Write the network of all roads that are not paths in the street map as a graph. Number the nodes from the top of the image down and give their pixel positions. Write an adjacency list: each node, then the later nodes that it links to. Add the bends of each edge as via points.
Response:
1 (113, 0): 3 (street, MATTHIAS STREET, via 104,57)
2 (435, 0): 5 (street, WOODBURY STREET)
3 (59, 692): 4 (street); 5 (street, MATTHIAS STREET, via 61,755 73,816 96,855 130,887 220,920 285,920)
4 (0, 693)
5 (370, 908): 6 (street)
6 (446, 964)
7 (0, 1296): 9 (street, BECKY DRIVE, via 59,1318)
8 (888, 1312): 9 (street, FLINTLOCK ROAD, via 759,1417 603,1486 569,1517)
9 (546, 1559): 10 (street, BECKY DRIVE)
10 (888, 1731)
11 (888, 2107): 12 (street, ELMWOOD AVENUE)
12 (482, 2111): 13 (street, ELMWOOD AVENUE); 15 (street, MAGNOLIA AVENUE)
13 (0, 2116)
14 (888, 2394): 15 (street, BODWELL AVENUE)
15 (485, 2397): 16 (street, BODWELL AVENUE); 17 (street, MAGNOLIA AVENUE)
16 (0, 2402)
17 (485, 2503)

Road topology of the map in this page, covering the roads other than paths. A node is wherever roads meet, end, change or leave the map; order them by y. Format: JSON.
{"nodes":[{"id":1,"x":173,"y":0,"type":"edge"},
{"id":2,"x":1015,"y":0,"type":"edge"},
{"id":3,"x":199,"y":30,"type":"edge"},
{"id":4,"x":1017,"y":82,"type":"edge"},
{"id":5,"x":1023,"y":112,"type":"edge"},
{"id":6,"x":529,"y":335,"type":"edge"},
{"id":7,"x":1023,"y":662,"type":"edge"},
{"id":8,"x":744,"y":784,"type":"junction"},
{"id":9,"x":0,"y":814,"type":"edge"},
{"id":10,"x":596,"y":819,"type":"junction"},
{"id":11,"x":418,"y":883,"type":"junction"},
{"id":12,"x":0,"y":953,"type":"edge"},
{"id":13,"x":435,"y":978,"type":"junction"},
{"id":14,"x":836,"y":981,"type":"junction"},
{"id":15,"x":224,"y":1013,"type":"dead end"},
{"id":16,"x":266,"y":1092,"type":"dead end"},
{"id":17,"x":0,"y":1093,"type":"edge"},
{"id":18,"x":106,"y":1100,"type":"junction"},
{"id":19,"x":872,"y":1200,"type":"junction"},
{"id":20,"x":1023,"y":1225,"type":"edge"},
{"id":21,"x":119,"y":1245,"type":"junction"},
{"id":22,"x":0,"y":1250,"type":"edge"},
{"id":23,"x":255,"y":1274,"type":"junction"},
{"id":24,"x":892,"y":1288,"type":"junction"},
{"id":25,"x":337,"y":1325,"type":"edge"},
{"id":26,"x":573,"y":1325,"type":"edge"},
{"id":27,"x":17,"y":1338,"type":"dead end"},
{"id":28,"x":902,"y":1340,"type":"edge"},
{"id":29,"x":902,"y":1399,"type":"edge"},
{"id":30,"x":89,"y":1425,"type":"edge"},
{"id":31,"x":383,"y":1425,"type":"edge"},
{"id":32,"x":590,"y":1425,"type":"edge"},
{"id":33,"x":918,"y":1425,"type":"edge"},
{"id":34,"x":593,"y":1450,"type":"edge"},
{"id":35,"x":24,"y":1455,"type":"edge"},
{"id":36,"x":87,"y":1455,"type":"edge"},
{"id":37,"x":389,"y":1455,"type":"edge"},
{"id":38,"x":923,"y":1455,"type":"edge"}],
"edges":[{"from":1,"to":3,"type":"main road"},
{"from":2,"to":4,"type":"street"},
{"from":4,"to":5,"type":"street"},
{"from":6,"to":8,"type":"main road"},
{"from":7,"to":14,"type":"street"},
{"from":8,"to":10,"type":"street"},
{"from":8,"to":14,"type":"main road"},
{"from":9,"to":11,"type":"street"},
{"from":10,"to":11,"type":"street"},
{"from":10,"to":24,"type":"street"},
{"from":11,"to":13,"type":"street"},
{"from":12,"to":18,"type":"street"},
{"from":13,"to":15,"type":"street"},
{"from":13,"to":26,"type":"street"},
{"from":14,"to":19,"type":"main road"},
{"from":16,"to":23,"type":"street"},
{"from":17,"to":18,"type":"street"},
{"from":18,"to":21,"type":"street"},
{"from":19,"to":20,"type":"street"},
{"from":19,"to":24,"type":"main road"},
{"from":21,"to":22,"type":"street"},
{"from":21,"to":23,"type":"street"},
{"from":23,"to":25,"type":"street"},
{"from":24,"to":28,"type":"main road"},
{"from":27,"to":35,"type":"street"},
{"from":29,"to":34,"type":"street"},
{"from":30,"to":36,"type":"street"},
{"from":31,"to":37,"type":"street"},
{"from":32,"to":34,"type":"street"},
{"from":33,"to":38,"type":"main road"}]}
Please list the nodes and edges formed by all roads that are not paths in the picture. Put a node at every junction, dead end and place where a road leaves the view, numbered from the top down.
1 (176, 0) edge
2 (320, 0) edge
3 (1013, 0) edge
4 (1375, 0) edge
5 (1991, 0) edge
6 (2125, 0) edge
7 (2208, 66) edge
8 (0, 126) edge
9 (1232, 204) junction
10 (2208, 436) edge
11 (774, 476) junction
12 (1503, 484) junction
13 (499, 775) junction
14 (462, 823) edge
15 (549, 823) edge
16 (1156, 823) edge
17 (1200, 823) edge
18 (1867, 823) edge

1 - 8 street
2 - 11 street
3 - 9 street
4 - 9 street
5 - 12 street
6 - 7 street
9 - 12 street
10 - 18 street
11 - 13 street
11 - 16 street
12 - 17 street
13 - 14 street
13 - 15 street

Problem requirements: Repeat what the records above say. Use their exact words.

Written solution:
Write the network of all roads that are not paths in the street map as a graph. Number the nodes from the top of the image down and give their pixel positions. Write an adjacency list: each node, then the later nodes that it links to. Add the bends of each edge as via points.
Response:
1 (113, 0): 3 (street, MATTHIAS STREET, via 104,57)
2 (435, 0): 5 (street, WOODBURY STREET)
3 (59, 692): 4 (street); 5 (street, MATTHIAS STREET, via 61,755 73,816 96,855 130,887 220,920 285,920)
4 (0, 693)
5 (370, 908): 6 (street)
6 (446, 964)
7 (0, 1296): 9 (street, BECKY DRIVE, via 59,1318)
8 (888, 1312): 9 (street, FLINTLOCK ROAD, via 759,1417 603,1486 569,1517)
9 (546, 1559): 10 (street, BECKY DRIVE)
10 (888, 1731)
11 (888, 2107): 12 (street, ELMWOOD AVENUE)
12 (482, 2111): 13 (street, ELMWOOD AVENUE); 15 (street, MAGNOLIA AVENUE)
13 (0, 2116)
14 (888, 2394): 15 (street, BODWELL AVENUE)
15 (485, 2397): 16 (street, BODWELL AVENUE); 17 (street, MAGNOLIA AVENUE)
16 (0, 2402)
17 (485, 2503)

Road topology of the map in this page, covering the roads other than paths. A node is wherever roads meet, end, change or leave the map; order them by y. Format: JSON.
{"nodes":[{"id":1,"x":173,"y":0,"type":"edge"},
{"id":2,"x":1015,"y":0,"type":"edge"},
{"id":3,"x":199,"y":30,"type":"edge"},
{"id":4,"x":1017,"y":82,"type":"edge"},
{"id":5,"x":1023,"y":112,"type":"edge"},
{"id":6,"x":529,"y":335,"type":"edge"},
{"id":7,"x":1023,"y":662,"type":"edge"},
{"id":8,"x":744,"y":784,"type":"junction"},
{"id":9,"x":0,"y":814,"type":"edge"},
{"id":10,"x":596,"y":819,"type":"junction"},
{"id":11,"x":418,"y":883,"type":"junction"},
{"id":12,"x":0,"y":953,"type":"edge"},
{"id":13,"x":435,"y":978,"type":"junction"},
{"id":14,"x":836,"y":981,"type":"junction"},
{"id":15,"x":224,"y":1013,"type":"dead end"},
{"id":16,"x":266,"y":1092,"type":"dead end"},
{"id":17,"x":0,"y":1093,"type":"edge"},
{"id":18,"x":106,"y":1100,"type":"junction"},
{"id":19,"x":872,"y":1200,"type":"junction"},
{"id":20,"x":1023,"y":1225,"type":"edge"},
{"id":21,"x":119,"y":1245,"type":"junction"},
{"id":22,"x":0,"y":1250,"type":"edge"},
{"id":23,"x":255,"y":1274,"type":"junction"},
{"id":24,"x":892,"y":1288,"type":"junction"},
{"id":25,"x":337,"y":1325,"type":"edge"},
{"id":26,"x":573,"y":1325,"type":"edge"},
{"id":27,"x":17,"y":1338,"type":"dead end"},
{"id":28,"x":902,"y":1340,"type":"edge"},
{"id":29,"x":902,"y":1399,"type":"edge"},
{"id":30,"x":89,"y":1425,"type":"edge"},
{"id":31,"x":383,"y":1425,"type":"edge"},
{"id":32,"x":590,"y":1425,"type":"edge"},
{"id":33,"x":918,"y":1425,"type":"edge"},
{"id":34,"x":593,"y":1450,"type":"edge"},
{"id":35,"x":24,"y":1455,"type":"edge"},
{"id":36,"x":87,"y":1455,"type":"edge"},
{"id":37,"x":389,"y":1455,"type":"edge"},
{"id":38,"x":923,"y":1455,"type":"edge"}],
"edges":[{"from":1,"to":3,"type":"main road"},
{"from":2,"to":4,"type":"street"},
{"from":4,"to":5,"type":"street"},
{"from":6,"to":8,"type":"main road"},
{"from":7,"to":14,"type":"street"},
{"from":8,"to":10,"type":"street"},
{"from":8,"to":14,"type":"main road"},
{"from":9,"to":11,"type":"street"},
{"from":10,"to":11,"type":"street"},
{"from":10,"to":24,"type":"street"},
{"from":11,"to":13,"type":"street"},
{"from":12,"to":18,"type":"street"},
{"from":13,"to":15,"type":"street"},
{"from":13,"to":26,"type":"street"},
{"from":14,"to":19,"type":"main road"},
{"from":16,"to":23,"type":"street"},
{"from":17,"to":18,"type":"street"},
{"from":18,"to":21,"type":"street"},
{"from":19,"to":20,"type":"street"},
{"from":19,"to":24,"type":"main road"},
{"from":21,"to":22,"type":"street"},
{"from":21,"to":23,"type":"street"},
{"from":23,"to":25,"type":"street"},
{"from":24,"to":28,"type":"main road"},
{"from":27,"to":35,"type":"street"},
{"from":29,"to":34,"type":"street"},
{"from":30,"to":36,"type":"street"},
{"from":31,"to":37,"type":"street"},
{"from":32,"to":34,"type":"street"},
{"from":33,"to":38,"type":"main road"}]}
Please list the nodes and edges formed by all roads that are not paths in the picture. Put a node at every junction, dead end and place where a road leaves the view, numbered from the top down.
1 (176, 0) edge
2 (320, 0) edge
3 (1013, 0) edge
4 (1375, 0) edge
5 (1991, 0) edge
6 (2125, 0) edge
7 (2208, 66) edge
8 (0, 126) edge
9 (1232, 204) junction
10 (2208, 436) edge
11 (774, 476) junction
12 (1503, 484) junction
13 (499, 775) junction
14 (462, 823) edge
15 (549, 823) edge
16 (1156, 823) edge
17 (1200, 823) edge
18 (1867, 823) edge

1 - 8 street
2 - 11 street
3 - 9 street
4 - 9 street
5 - 12 street
6 - 7 street
9 - 12 street
10 - 18 street
11 - 13 street
11 - 16 street
12 - 17 street
13 - 14 street
13 - 15 street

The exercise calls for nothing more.